↓↓↓

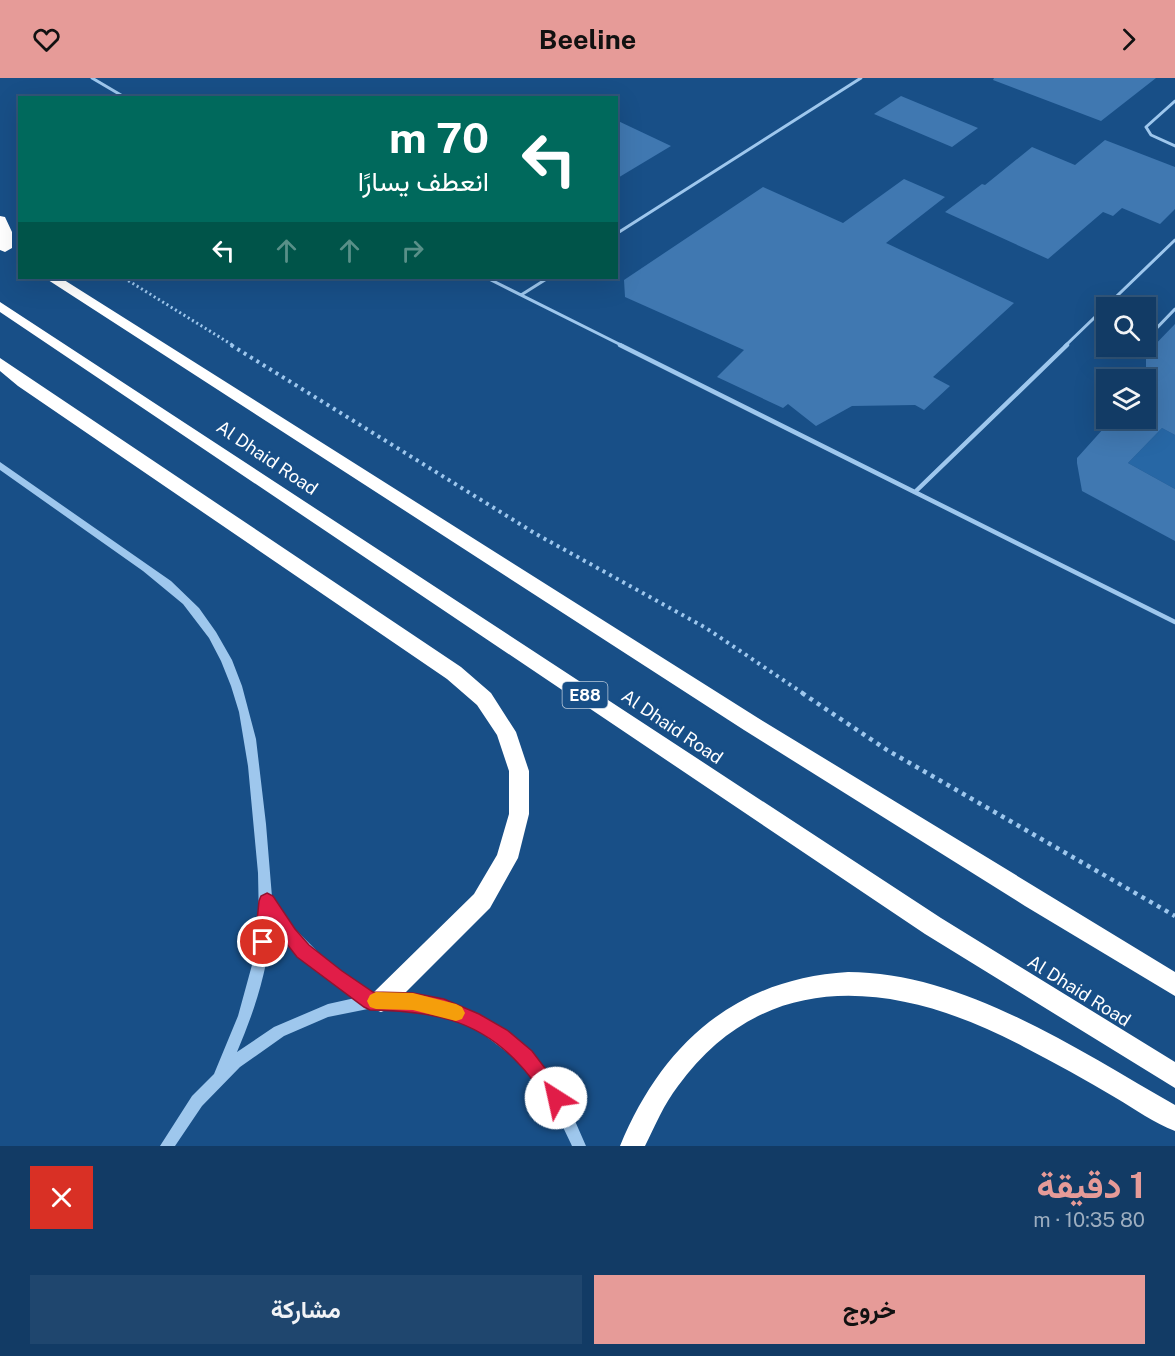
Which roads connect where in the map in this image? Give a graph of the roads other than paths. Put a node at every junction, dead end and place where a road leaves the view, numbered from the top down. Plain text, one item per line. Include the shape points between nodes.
1 (92, 78) edge
2 (861, 78) edge
3 (123, 96) edge
4 (1175, 101) edge
5 (1175, 146) edge
6 (0, 220) edge
7 (618, 233) edge
8 (1175, 240) edge
9 (3, 246) edge
10 (18, 256) edge
11 (54, 279) edge
12 (489, 279) edge
13 (546, 279) edge
14 (521, 295) junction
15 (0, 306) edge
16 (1175, 309) edge
17 (1156, 329) edge
18 (0, 363) edge
19 (0, 465) edge
20 (915, 492) junction
21 (1175, 622) edge
22 (267, 901) junction
23 (1175, 985) edge
24 (376, 1001) junction
25 (220, 1074) junction
26 (1175, 1076) edge
27 (1175, 1119) edge
28 (167, 1146) edge
29 (579, 1146) edge
30 (632, 1146) edge

1 - 3 lane
2 - 7 lane
4 - 5 lane via 1146,127 1151,135
6 - 9 highway via 5,232
8 - 20 lane
9 - 10 highway
11 - 23 highway, Al Dhaid Road via 634,651
12 - 14 lane
13 - 14 lane
14 - 20 lane
15 - 26 highway, Al Dhaid Road / E88 via 933,926
16 - 17 lane
18 - 24 highway via 454,673 484,699 506,732 519,771 519,814 507,858 482,901
19 - 22 street via 167,583 195,610 218,643 236,680 248,721
20 - 21 lane
22 - 24 street via 289,935 318,965
22 - 25 street via 255,984
24 - 25 street via 339,1006 277,1031
24 - 29 street via 444,1008 501,1036 547,1083 566,1113
25 - 28 street via 195,1102
27 - 30 highway via 1052,1050 961,1007 902,988 842,984 795,991 759,1004 710,1034 669,1079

↑↑↑

*What the task asks*
Everything in the data must be printed verbatim except the pictures.

*Task answer*
Which roads connect where in the map in this image? Give a graph of the roads other than paths. Put a node at every junction, dead end and place where a road leaves the view, numbered from the top down. Plain text, one item per line. Include the shape points between nodes.
1 (92, 78) edge
2 (861, 78) edge
3 (123, 96) edge
4 (1175, 101) edge
5 (1175, 146) edge
6 (0, 220) edge
7 (618, 233) edge
8 (1175, 240) edge
9 (3, 246) edge
10 (18, 256) edge
11 (54, 279) edge
12 (489, 279) edge
13 (546, 279) edge
14 (521, 295) junction
15 (0, 306) edge
16 (1175, 309) edge
17 (1156, 329) edge
18 (0, 363) edge
19 (0, 465) edge
20 (915, 492) junction
21 (1175, 622) edge
22 (267, 901) junction
23 (1175, 985) edge
24 (376, 1001) junction
25 (220, 1074) junction
26 (1175, 1076) edge
27 (1175, 1119) edge
28 (167, 1146) edge
29 (579, 1146) edge
30 (632, 1146) edge

1 - 3 lane
2 - 7 lane
4 - 5 lane via 1146,127 1151,135
6 - 9 highway via 5,232
8 - 20 lane
9 - 10 highway
11 - 23 highway, Al Dhaid Road via 634,651
12 - 14 lane
13 - 14 lane
14 - 20 lane
15 - 26 highway, Al Dhaid Road / E88 via 933,926
16 - 17 lane
18 - 24 highway via 454,673 484,699 506,732 519,771 519,814 507,858 482,901
19 - 22 street via 167,583 195,610 218,643 236,680 248,721
20 - 21 lane
22 - 24 street via 289,935 318,965
22 - 25 street via 255,984
24 - 25 street via 339,1006 277,1031
24 - 29 street via 444,1008 501,1036 547,1083 566,1113
25 - 28 street via 195,1102
27 - 30 highway via 1052,1050 961,1007 902,988 842,984 795,991 759,1004 710,1034 669,1079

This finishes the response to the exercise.